## TRY IT
Gather each line in the entries that includes the string "road".

Stored data entries:

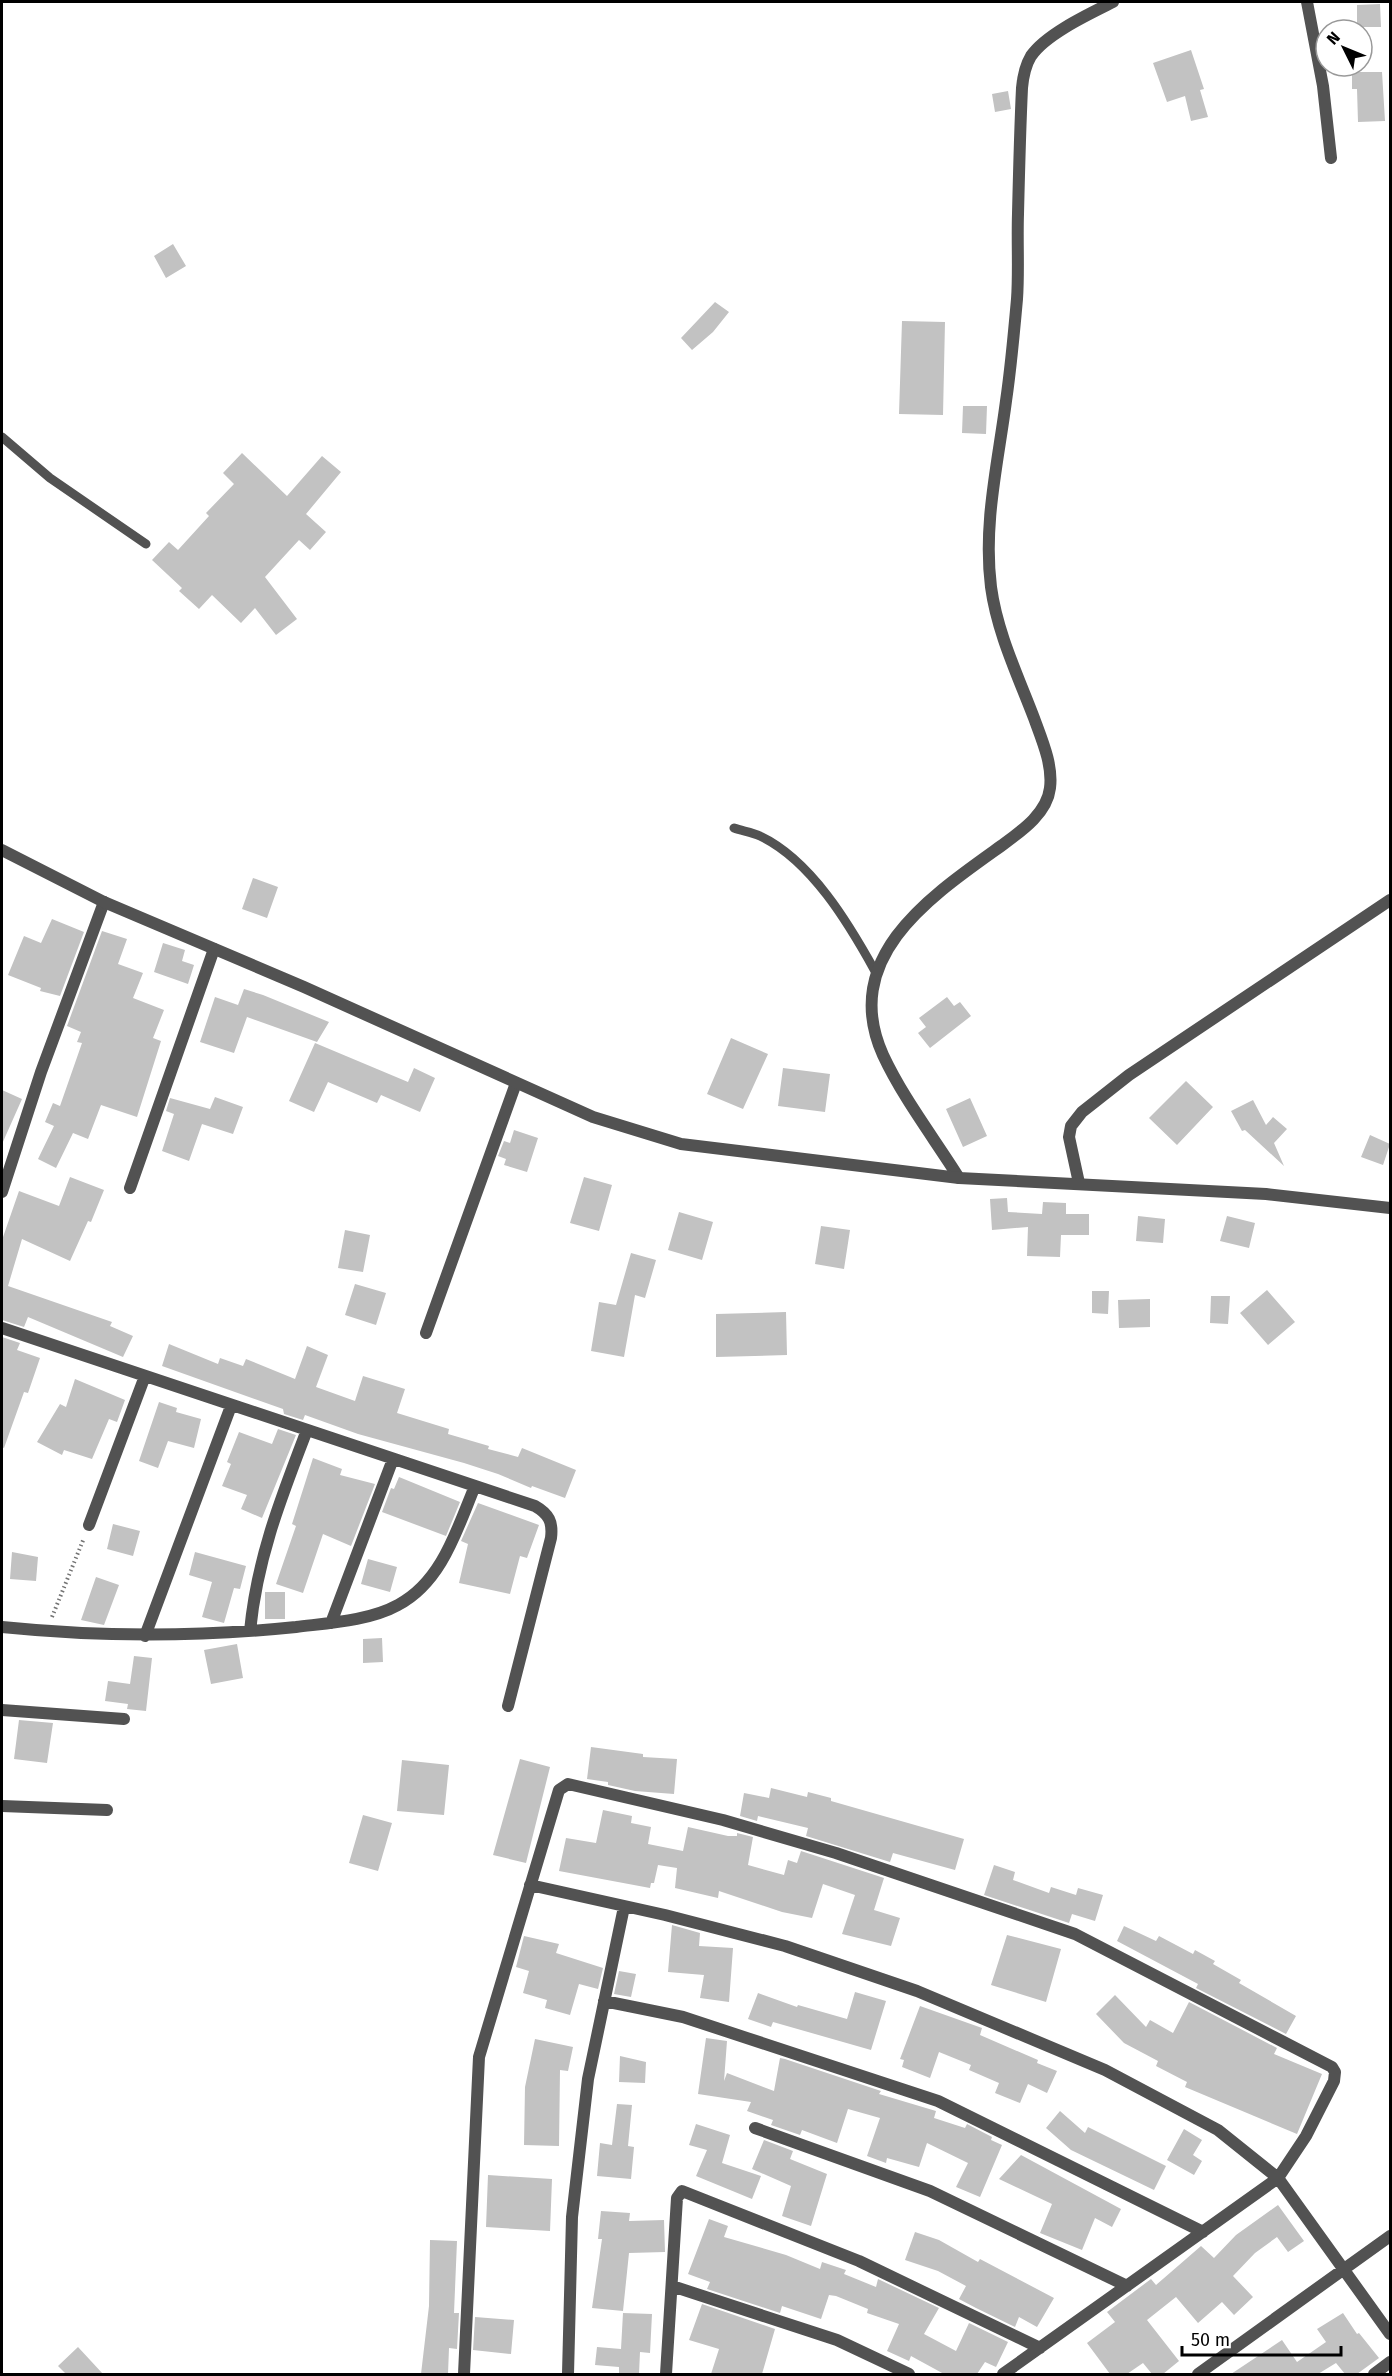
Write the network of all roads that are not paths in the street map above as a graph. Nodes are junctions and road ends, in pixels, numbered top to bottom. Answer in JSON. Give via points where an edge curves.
{"nodes":[{"id":1,"x":1113,"y":2,"type":"edge"},
{"id":2,"x":1307,"y":2,"type":"edge"},
{"id":3,"x":1331,"y":158,"type":"dead end"},
{"id":4,"x":2,"y":437,"type":"edge"},
{"id":5,"x":146,"y":544,"type":"dead end"},
{"id":6,"x":734,"y":828,"type":"dead end"},
{"id":7,"x":2,"y":850,"type":"edge"},
{"id":8,"x":1390,"y":900,"type":"edge"},
{"id":9,"x":104,"y":902,"type":"junction"},
{"id":10,"x":214,"y":949,"type":"junction"},
{"id":11,"x":875,"y":971,"type":"junction"},
{"id":12,"x":516,"y":1083,"type":"junction"},
{"id":13,"x":959,"y":1178,"type":"junction"},
{"id":14,"x":1079,"y":1183,"type":"junction"},
{"id":15,"x":130,"y":1188,"type":"dead end"},
{"id":16,"x":2,"y":1192,"type":"edge"},
{"id":17,"x":1390,"y":1208,"type":"edge"},
{"id":18,"x":2,"y":1328,"type":"edge"},
{"id":19,"x":426,"y":1333,"type":"dead end"},
{"id":20,"x":145,"y":1377,"type":"junction"},
{"id":21,"x":231,"y":1406,"type":"junction"},
{"id":22,"x":307,"y":1430,"type":"junction"},
{"id":23,"x":393,"y":1459,"type":"junction"},
{"id":24,"x":475,"y":1486,"type":"junction"},
{"id":25,"x":89,"y":1525,"type":"road end"},
{"id":26,"x":331,"y":1623,"type":"junction"},
{"id":27,"x":2,"y":1627,"type":"edge"},
{"id":28,"x":250,"y":1631,"type":"junction"},
{"id":29,"x":145,"y":1636,"type":"junction"},
{"id":30,"x":508,"y":1706,"type":"dead end"},
{"id":31,"x":2,"y":1710,"type":"edge"},
{"id":32,"x":124,"y":1719,"type":"dead end"},
{"id":33,"x":2,"y":1806,"type":"edge"},
{"id":34,"x":107,"y":1810,"type":"dead end"},
{"id":35,"x":530,"y":1885,"type":"junction"},
{"id":36,"x":624,"y":1907,"type":"junction"},
{"id":37,"x":604,"y":2001,"type":"junction"},
{"id":38,"x":755,"y":2128,"type":"dead end"},
{"id":39,"x":1278,"y":2178,"type":"junction"},
{"id":40,"x":1203,"y":2232,"type":"junction"},
{"id":41,"x":1390,"y":2236,"type":"edge"},
{"id":42,"x":1343,"y":2270,"type":"junction"},
{"id":43,"x":672,"y":2286,"type":"junction"},
{"id":44,"x":1127,"y":2286,"type":"junction"},
{"id":45,"x":1390,"y":2334,"type":"edge"},
{"id":46,"x":1041,"y":2348,"type":"junction"},
{"id":47,"x":1390,"y":2362,"type":"edge"},
{"id":48,"x":464,"y":2374,"type":"edge"},
{"id":49,"x":568,"y":2374,"type":"edge"},
{"id":50,"x":666,"y":2374,"type":"edge"},
{"id":51,"x":909,"y":2374,"type":"edge"},
{"id":52,"x":1003,"y":2374,"type":"edge"},
{"id":53,"x":1198,"y":2374,"type":"edge"},
{"id":54,"x":1374,"y":2374,"type":"edge"}],
"edges":[{"from":1,"to":11,"type":"street","via":[[1043,44],[1031,56],[1022,88],[1017,296],[988,541],[998,622],[1044,745],[1050,790],[1043,808],[1028,825],[952,881],[917,913]]},
{"from":2,"to":3,"type":"street","via":[[1323,86]]},
{"from":4,"to":5,"type":"lane","via":[[50,478]]},
{"from":6,"to":11,"type":"lane","via":[[760,836],[801,865],[847,923]]},
{"from":7,"to":9,"type":"street"},
{"from":8,"to":14,"type":"street","via":[[1089,1105],[1071,1126],[1069,1137]]},
{"from":9,"to":10,"type":"street"},
{"from":9,"to":16,"type":"street","via":[[41,1072]]},
{"from":10,"to":12,"type":"street"},
{"from":10,"to":15,"type":"street"},
{"from":11,"to":13,"type":"street","via":[[870,999],[873,1026],[884,1055]]},
{"from":12,"to":13,"type":"street","via":[[602,1120],[681,1144]]},
{"from":12,"to":19,"type":"street"},
{"from":13,"to":14,"type":"street"},
{"from":14,"to":17,"type":"street","via":[[1266,1194]]},
{"from":18,"to":20,"type":"street"},
{"from":20,"to":21,"type":"street"},
{"from":20,"to":25,"type":"street"},
{"from":21,"to":22,"type":"street"},
{"from":21,"to":29,"type":"street"},
{"from":22,"to":23,"type":"street"},
{"from":22,"to":28,"type":"street","via":[[270,1527]]},
{"from":23,"to":24,"type":"street"},
{"from":23,"to":26,"type":"street"},
{"from":24,"to":26,"type":"street","via":[[446,1554],[426,1583],[398,1605]]},
{"from":24,"to":30,"type":"street","via":[[535,1506],[550,1519],[552,1529]]},
{"from":26,"to":28,"type":"street"},
{"from":27,"to":29,"type":"street"},
{"from":28,"to":29,"type":"street"},
{"from":31,"to":32,"type":"street"},
{"from":33,"to":34,"type":"street"},
{"from":35,"to":36,"type":"street"},
{"from":35,"to":39,"type":"street","via":[[559,1790],[568,1784],[723,1820],[836,1853],[1075,1934],[1332,2067],[1334,2080],[1306,2136]]},
{"from":35,"to":48,"type":"street","via":[[479,2057]]},
{"from":36,"to":37,"type":"street"},
{"from":36,"to":39,"type":"street","via":[[784,1946],[917,1991],[1105,2070],[1218,2130]]},
{"from":37,"to":40,"type":"street","via":[[683,2017],[939,2101]]},
{"from":37,"to":49,"type":"street","via":[[588,2079],[572,2217]]},
{"from":38,"to":44,"type":"street","via":[[930,2191]]},
{"from":39,"to":40,"type":"street"},
{"from":39,"to":42,"type":"street"},
{"from":40,"to":44,"type":"street"},
{"from":41,"to":42,"type":"street"},
{"from":42,"to":45,"type":"street"},
{"from":42,"to":53,"type":"street"},
{"from":43,"to":46,"type":"street","via":[[677,2198],[682,2191],[859,2261]]},
{"from":43,"to":50,"type":"street"},
{"from":43,"to":51,"type":"street","via":[[837,2340]]},
{"from":44,"to":46,"type":"street"},
{"from":46,"to":52,"type":"street"},
{"from":47,"to":54,"type":"street"}]}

## EXERCISE SOLUTION
Write the network of all roads that are not paths in the street map above as a graph. Nodes are junctions and road ends, in pixels, numbered top to bottom. Answer in JSON. Give via points where an edge curves.
{"id":25,"x":89,"y":1525,"type":"road end"},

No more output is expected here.